Other place prepositions you’ll see a lot: above, behind, below, beneath, beside, between, by, inside, near, next to, outside, over, through, toward, under, within.

Movement and direction

Movement prepositions often pair with verbs like go, walk, run, drive, fly, and move. Common ones include to, into, onto, toward, through, across, along, around, past.

Time, sequence, and deadlines

Time prepositions can mark a point (at 6 p.m.), a date (on Monday), or a wider span (in June). For sequence, you’ll see before and after. For deadlines, by means no later than the stated time.

For duration, for pairs with a length of time (“for two hours”). Since pairs with a starting point (“since 2019”).

Cause, purpose, and connection

You’ll often see because of, due to, from, out of, for. “From” points to a source. “For” can point to a purpose: “for practice,” “for a job interview.”

Multi-word prepositions and fixed phrases

Some prepositions come as two or three words. Treat them as a unit and keep the object right after the phrase.

Two-word prepositions

Frequent two-word forms include according to, ahead of, apart from, close to, due to, instead of, next to, out of, prior to, up to.

Three-word prepositions

Common three-word forms include in front of, in line with, in place of, on account of, on top of, by means of, with regard to.

How to spot a preposition fast

If you’re unsure whether a word is a preposition, run these checks:

  • Look for an object. A preposition is usually followed by a noun, pronoun, or noun phrase (“under the bed”).
  • Try a swap. Replace the word with “in” or “on.” If the sentence keeps the same structure, you may be dealing with a preposition.
  • Move the phrase. Many prepositional phrases can shift as a chunk: “After lunch, we left.” “We left after lunch.”

Some words can act as more than one part of speech. “Before” can be a preposition (“before dinner”) or a conjunction (“before we eat”). A noun phrase after it points to a preposition; a full clause points to a conjunction.

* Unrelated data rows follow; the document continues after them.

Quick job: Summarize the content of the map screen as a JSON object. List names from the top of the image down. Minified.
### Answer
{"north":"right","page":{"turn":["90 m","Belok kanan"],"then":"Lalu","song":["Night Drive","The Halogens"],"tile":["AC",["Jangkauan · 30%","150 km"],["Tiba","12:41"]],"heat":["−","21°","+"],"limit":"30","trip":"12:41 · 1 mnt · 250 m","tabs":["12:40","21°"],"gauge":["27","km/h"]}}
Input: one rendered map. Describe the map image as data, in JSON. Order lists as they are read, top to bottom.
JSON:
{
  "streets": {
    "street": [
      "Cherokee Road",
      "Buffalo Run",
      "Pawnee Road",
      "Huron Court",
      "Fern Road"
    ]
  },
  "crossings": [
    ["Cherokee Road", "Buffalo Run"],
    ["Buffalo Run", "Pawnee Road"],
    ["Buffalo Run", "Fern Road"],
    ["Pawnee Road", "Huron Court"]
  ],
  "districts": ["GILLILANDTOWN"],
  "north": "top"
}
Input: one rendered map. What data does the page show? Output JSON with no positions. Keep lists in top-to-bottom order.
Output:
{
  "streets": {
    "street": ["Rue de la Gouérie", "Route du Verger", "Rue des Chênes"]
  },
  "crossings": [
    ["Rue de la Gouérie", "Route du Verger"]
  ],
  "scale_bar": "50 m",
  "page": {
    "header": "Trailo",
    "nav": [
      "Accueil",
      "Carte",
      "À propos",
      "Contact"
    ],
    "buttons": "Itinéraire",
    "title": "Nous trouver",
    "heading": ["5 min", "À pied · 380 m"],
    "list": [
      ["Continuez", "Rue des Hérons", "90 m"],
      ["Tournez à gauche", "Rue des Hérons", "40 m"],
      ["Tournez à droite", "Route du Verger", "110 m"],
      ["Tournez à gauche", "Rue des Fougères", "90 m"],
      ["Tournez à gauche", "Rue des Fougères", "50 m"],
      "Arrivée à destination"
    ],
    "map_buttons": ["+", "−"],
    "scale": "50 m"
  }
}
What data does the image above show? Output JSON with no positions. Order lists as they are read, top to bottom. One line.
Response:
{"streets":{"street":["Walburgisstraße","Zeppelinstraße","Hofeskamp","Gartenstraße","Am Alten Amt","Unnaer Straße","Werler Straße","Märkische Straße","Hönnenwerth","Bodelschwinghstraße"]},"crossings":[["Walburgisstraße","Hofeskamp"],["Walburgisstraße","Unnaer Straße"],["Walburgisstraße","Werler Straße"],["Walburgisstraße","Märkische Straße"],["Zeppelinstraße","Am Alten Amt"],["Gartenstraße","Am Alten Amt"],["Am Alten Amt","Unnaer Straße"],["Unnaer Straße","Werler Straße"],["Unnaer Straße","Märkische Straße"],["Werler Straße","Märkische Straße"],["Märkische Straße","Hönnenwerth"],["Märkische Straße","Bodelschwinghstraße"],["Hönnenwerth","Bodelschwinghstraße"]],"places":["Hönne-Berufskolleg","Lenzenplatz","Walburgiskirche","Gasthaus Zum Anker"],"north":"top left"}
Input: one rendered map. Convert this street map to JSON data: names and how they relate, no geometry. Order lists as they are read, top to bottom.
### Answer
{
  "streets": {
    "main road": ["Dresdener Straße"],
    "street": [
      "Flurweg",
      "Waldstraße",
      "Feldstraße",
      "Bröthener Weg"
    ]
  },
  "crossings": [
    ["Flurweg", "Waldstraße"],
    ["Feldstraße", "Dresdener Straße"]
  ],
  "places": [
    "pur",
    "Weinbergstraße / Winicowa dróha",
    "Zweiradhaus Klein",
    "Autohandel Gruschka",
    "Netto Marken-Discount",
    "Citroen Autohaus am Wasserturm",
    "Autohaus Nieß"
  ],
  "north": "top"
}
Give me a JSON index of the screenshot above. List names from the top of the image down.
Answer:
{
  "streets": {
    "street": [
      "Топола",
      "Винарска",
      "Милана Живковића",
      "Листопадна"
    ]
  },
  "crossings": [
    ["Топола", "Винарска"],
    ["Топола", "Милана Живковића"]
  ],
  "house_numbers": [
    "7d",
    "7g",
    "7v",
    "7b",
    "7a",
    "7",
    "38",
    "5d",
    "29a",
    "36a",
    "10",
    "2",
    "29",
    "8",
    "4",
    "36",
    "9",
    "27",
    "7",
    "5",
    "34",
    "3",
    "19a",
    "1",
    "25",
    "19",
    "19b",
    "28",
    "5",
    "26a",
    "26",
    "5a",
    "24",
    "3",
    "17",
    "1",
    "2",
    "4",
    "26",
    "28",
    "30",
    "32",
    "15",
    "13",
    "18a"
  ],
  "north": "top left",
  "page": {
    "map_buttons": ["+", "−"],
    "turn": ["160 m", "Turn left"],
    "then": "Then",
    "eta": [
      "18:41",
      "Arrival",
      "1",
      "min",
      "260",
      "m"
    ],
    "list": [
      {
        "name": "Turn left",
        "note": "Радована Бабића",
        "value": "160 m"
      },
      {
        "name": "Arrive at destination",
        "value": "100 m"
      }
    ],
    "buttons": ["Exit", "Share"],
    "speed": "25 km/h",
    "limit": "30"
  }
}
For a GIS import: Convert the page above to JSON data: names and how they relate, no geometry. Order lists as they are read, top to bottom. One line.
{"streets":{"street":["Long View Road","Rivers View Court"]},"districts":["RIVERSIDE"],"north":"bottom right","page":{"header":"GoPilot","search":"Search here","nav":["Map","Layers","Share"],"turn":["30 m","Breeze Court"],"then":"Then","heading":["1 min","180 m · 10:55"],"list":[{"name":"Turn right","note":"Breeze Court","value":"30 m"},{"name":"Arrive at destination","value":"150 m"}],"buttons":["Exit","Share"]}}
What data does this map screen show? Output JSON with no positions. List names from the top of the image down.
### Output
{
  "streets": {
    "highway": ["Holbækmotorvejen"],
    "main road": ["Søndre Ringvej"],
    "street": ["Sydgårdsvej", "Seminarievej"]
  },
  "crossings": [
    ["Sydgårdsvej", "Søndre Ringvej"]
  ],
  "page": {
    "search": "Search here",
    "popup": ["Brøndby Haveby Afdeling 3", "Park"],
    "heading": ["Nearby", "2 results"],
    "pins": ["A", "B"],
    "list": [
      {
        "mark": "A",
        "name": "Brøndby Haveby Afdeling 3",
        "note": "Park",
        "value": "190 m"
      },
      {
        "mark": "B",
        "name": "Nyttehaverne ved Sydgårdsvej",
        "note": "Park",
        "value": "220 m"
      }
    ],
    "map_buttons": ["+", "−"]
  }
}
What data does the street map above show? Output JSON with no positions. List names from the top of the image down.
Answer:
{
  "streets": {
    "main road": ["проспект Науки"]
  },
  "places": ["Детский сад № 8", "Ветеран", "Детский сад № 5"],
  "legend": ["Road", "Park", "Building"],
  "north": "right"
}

Choosing the right preposition when two feel close

English has pairs that feel similar but aren’t interchangeable. These patterns clear up the most confusion.

In vs on vs at

In often signals enclosure or a larger area, on signals surface or a line, and at signals a point. “In the park” feels like being inside the park area. “At the park” feels like arriving at that place as a point on a plan.

To vs into

To signals direction or a destination. Into signals movement that ends inside something. “She walked to the shop” may stop at the door. “She walked into the shop” ends inside the shop.

By vs with

By often signals method (“by email,” “by train”). With often signals a tool or company (“with a wrench,” “with my friend”). Both can work with tools, but the nuance shifts.

For vs since

For matches a time span. Since matches a starting point. “I’ve lived here for ten years” tells length. “I’ve lived here since 2016” tells when it started.

Between vs among

Between is often used with two items (“between you and me”). It also works with more than two when you mean separate, distinct relationships (“between the four teams”). Among fits when items form a group.

Prepositions vs particles in phrasal verbs

Some short words look like prepositions but act as particles in phrasal verbs. Think of turn off, pick up, put down, take out, hand in. The word after the verb can look like a place word, yet the pair works like a single verb with its own meaning.

A quick test is movement. If you can move the object between the verb and the short word, you’re usually dealing with a particle: “turn the light off” still works. With a true preposition, that move breaks the phrase: “sit the chair on” doesn’t work; it needs “sit on the chair.”

This matters in writing because it changes where pronouns go. With particles, pronouns often sit in the middle: “turn it off,” not “turn off it.” With prepositions, pronouns stay after the preposition: “sit on it,” “talk to her,” “work with them.”

Prepositions at the end of a sentence

Many people were taught that ending a sentence with a preposition is “wrong.” Many modern style guides treat it as normal in speech and in informal writing. If moving the preposition makes the sentence stiff, keep it where it sounds natural.

Prepositional phrases that add detail without clutter

Prepositional phrases can stack up fast. “The report on the desk in the office near the station” feels heavy because each phrase adds another layer. These edits often help:

  • Move one phrase earlier: “In the office near the station, the report is on the desk.”
  • Swap a phrase for an adjective: “the office report” instead of “the report in the office.”
  • Cut repeated location phrases once the reader knows the setting.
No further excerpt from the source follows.